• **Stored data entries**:
━━━━━━━━━━

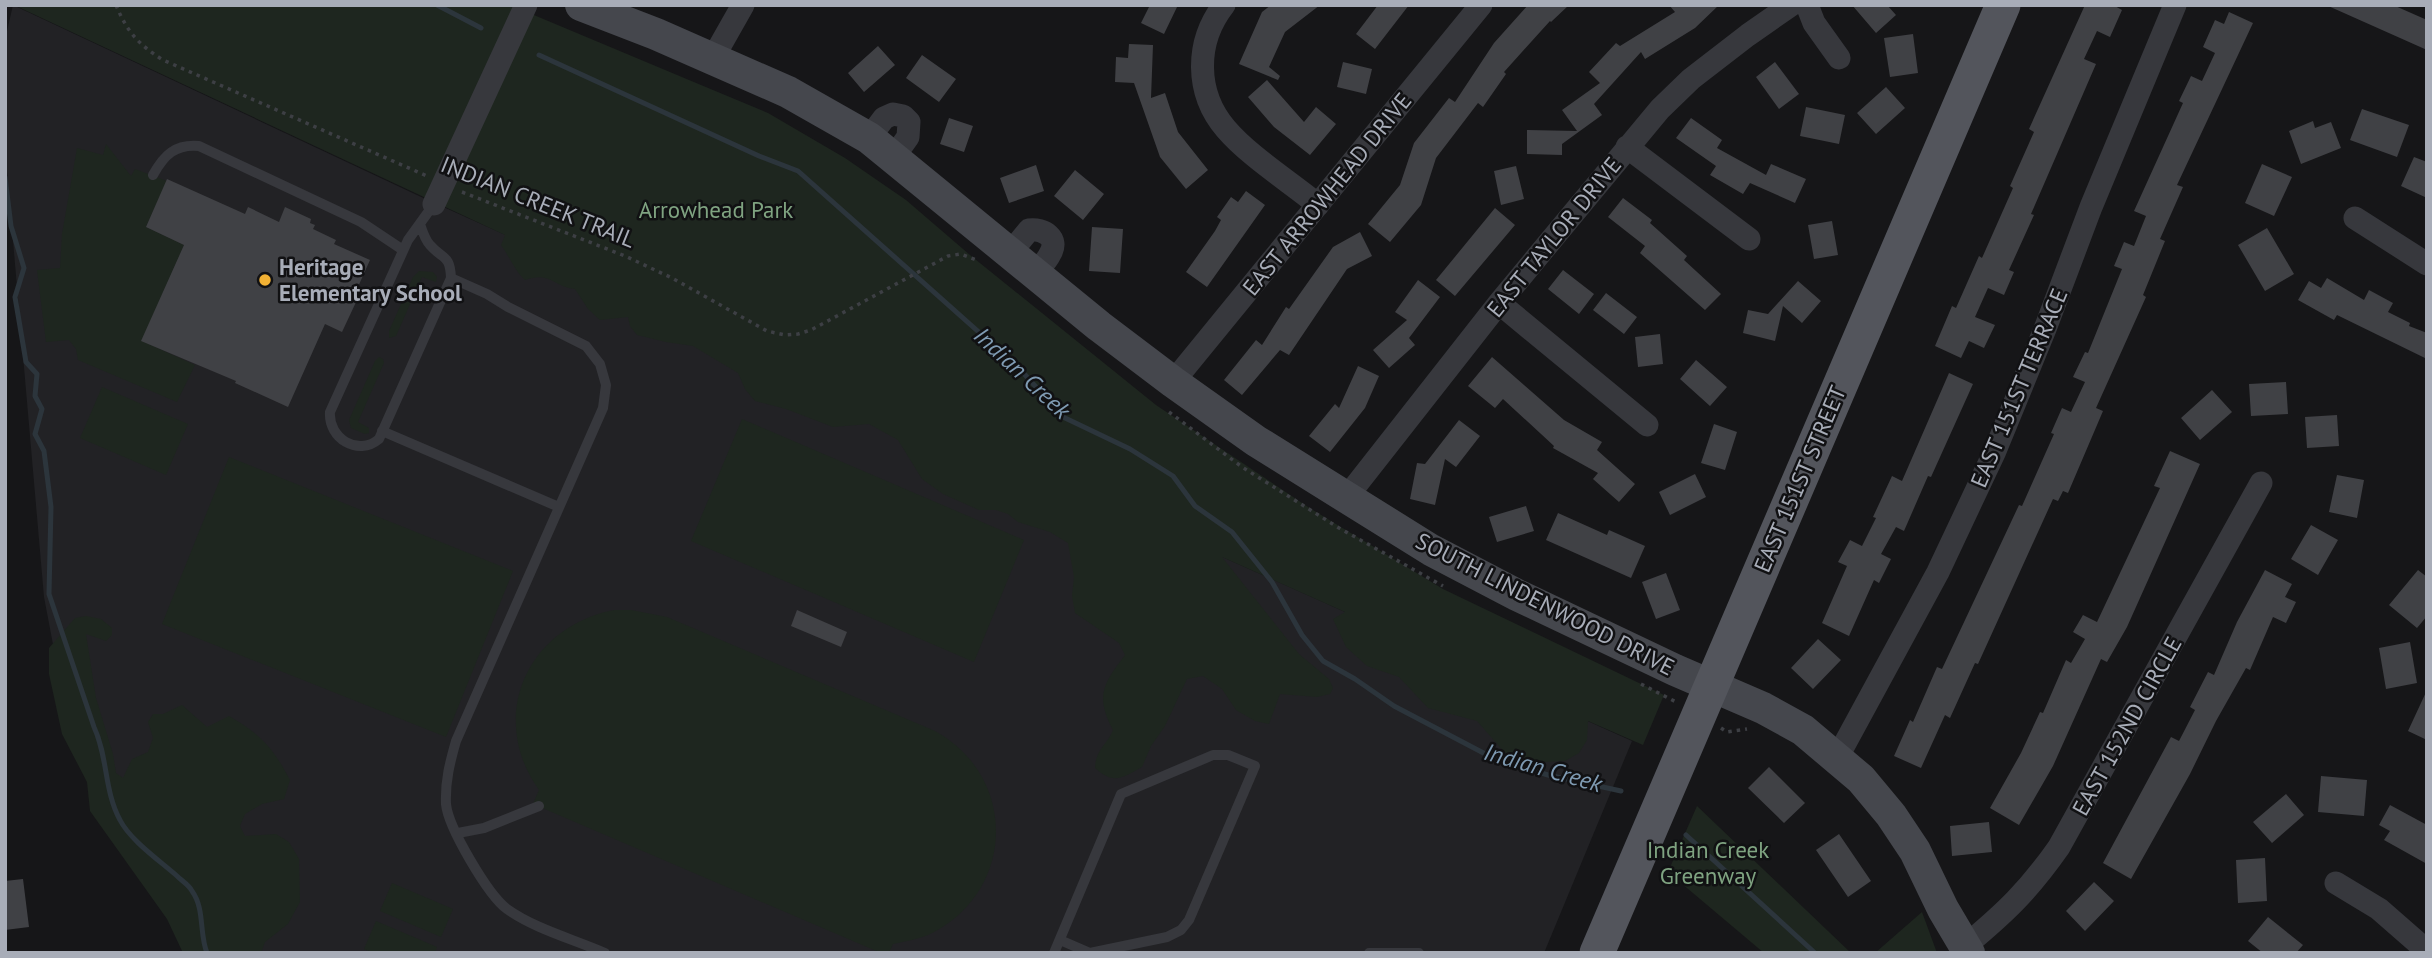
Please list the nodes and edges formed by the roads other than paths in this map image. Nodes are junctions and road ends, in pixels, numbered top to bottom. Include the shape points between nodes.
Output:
1 (526, 5) edge
2 (582, 5) edge
3 (743, 5) edge
4 (1224, 5) edge
5 (1481, 5) edge
6 (1791, 5) edge
7 (1807, 5) edge
8 (2003, 5) edge
9 (2175, 5) edge
10 (713, 58) junction
11 (1839, 58) dead end
12 (1627, 148) junction
13 (153, 176) dead end
14 (439, 194) joint
15 (1318, 205) junction
16 (2355, 218) dead end
17 (420, 223) junction
18 (1749, 239) dead end
19 (403, 250) junction
20 (2427, 264) edge
21 (451, 278) junction
22 (1499, 303) junction
23 (1172, 382) junction
24 (1647, 425) dead end
25 (382, 430) junction
26 (2261, 483) dead end
27 (1346, 498) junction
28 (559, 507) junction
29 (1712, 685) junction
30 (1837, 758) junction
31 (539, 806) dead end
32 (458, 833) junction
33 (2336, 883) dead end
34 (1060, 940) junction
35 (1967, 949) edge
36 (2427, 951) edge
37 (605, 953) edge
38 (1054, 953) edge
39 (1369, 953) edge
40 (1419, 953) edge
41 (1597, 953) edge

1 - 14 street
2 - 10 street, SOUTH LINDENWOOD DRIVE
3 - 10 street
4 - 15 street via 1206,35 1201,64 1213,111 1227,130
5 - 15 street, EAST ARROWHEAD DRIVE
6 - 12 street, EAST TAYLOR DRIVE via 1691,79
7 - 11 street
8 - 29 main road, EAST 151ST STREET
9 - 30 street, EAST 151ST TERRACE via 1995,452 1938,572
10 - 23 street, SOUTH LINDENWOOD DRIVE via 788,92 869,138
12 - 18 street
12 - 22 street, EAST TAYLOR DRIVE
13 - 19 lane via 171,150 199,146 360,222
14 - 17 lane
15 - 23 street, EAST ARROWHEAD DRIVE
16 - 20 street
17 - 19 lane
17 - 21 lane via 429,244 445,256
19 - 25 lane via 330,412 331,429 358,446 371,446
21 - 25 lane
21 - 28 lane via 586,346 600,363 606,385 603,408
22 - 24 street
22 - 27 street, EAST TAYLOR DRIVE
23 - 27 street, SOUTH LINDENWOOD DRIVE
25 - 28 lane
26 - 35 street, EAST 152ND CIRCLE via 2059,847 2012,907
27 - 29 street, SOUTH LINDENWOOD DRIVE via 1517,596
28 - 32 lane via 456,741 446,777 446,808
29 - 30 street, SOUTH LINDENWOOD DRIVE via 1803,730
29 - 41 main road, EAST 151ST STREET
30 - 35 street, SOUTH LINDENWOOD DRIVE via 1861,779 1897,824
31 - 32 lane
32 - 37 lane via 477,873 507,909
33 - 36 street via 2379,909
34 - 34 lane via 1121,794 1213,755 1228,755 1255,766 1181,930 1090,953
34 - 38 lane
39 - 40 lane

━━━━━━━━━━

• **WHAT IS REQUIRED**: Take the entries above and restate them word for word, minus their images.

• **YOUR SOLUTION**:
Please list the nodes and edges formed by the roads other than paths in this map image. Nodes are junctions and road ends, in pixels, numbered top to bottom. Include the shape points between nodes.
Output:
1 (526, 5) edge
2 (582, 5) edge
3 (743, 5) edge
4 (1224, 5) edge
5 (1481, 5) edge
6 (1791, 5) edge
7 (1807, 5) edge
8 (2003, 5) edge
9 (2175, 5) edge
10 (713, 58) junction
11 (1839, 58) dead end
12 (1627, 148) junction
13 (153, 176) dead end
14 (439, 194) joint
15 (1318, 205) junction
16 (2355, 218) dead end
17 (420, 223) junction
18 (1749, 239) dead end
19 (403, 250) junction
20 (2427, 264) edge
21 (451, 278) junction
22 (1499, 303) junction
23 (1172, 382) junction
24 (1647, 425) dead end
25 (382, 430) junction
26 (2261, 483) dead end
27 (1346, 498) junction
28 (559, 507) junction
29 (1712, 685) junction
30 (1837, 758) junction
31 (539, 806) dead end
32 (458, 833) junction
33 (2336, 883) dead end
34 (1060, 940) junction
35 (1967, 949) edge
36 (2427, 951) edge
37 (605, 953) edge
38 (1054, 953) edge
39 (1369, 953) edge
40 (1419, 953) edge
41 (1597, 953) edge

1 - 14 street
2 - 10 street, SOUTH LINDENWOOD DRIVE
3 - 10 street
4 - 15 street via 1206,35 1201,64 1213,111 1227,130
5 - 15 street, EAST ARROWHEAD DRIVE
6 - 12 street, EAST TAYLOR DRIVE via 1691,79
7 - 11 street
8 - 29 main road, EAST 151ST STREET
9 - 30 street, EAST 151ST TERRACE via 1995,452 1938,572
10 - 23 street, SOUTH LINDENWOOD DRIVE via 788,92 869,138
12 - 18 street
12 - 22 street, EAST TAYLOR DRIVE
13 - 19 lane via 171,150 199,146 360,222
14 - 17 lane
15 - 23 street, EAST ARROWHEAD DRIVE
16 - 20 street
17 - 19 lane
17 - 21 lane via 429,244 445,256
19 - 25 lane via 330,412 331,429 358,446 371,446
21 - 25 lane
21 - 28 lane via 586,346 600,363 606,385 603,408
22 - 24 street
22 - 27 street, EAST TAYLOR DRIVE
23 - 27 street, SOUTH LINDENWOOD DRIVE
25 - 28 lane
26 - 35 street, EAST 152ND CIRCLE via 2059,847 2012,907
27 - 29 street, SOUTH LINDENWOOD DRIVE via 1517,596
28 - 32 lane via 456,741 446,777 446,808
29 - 30 street, SOUTH LINDENWOOD DRIVE via 1803,730
29 - 41 main road, EAST 151ST STREET
30 - 35 street, SOUTH LINDENWOOD DRIVE via 1861,779 1897,824
31 - 32 lane
32 - 37 lane via 477,873 507,909
33 - 36 street via 2379,909
34 - 34 lane via 1121,794 1213,755 1228,755 1255,766 1181,930 1090,953
34 - 38 lane
39 - 40 lane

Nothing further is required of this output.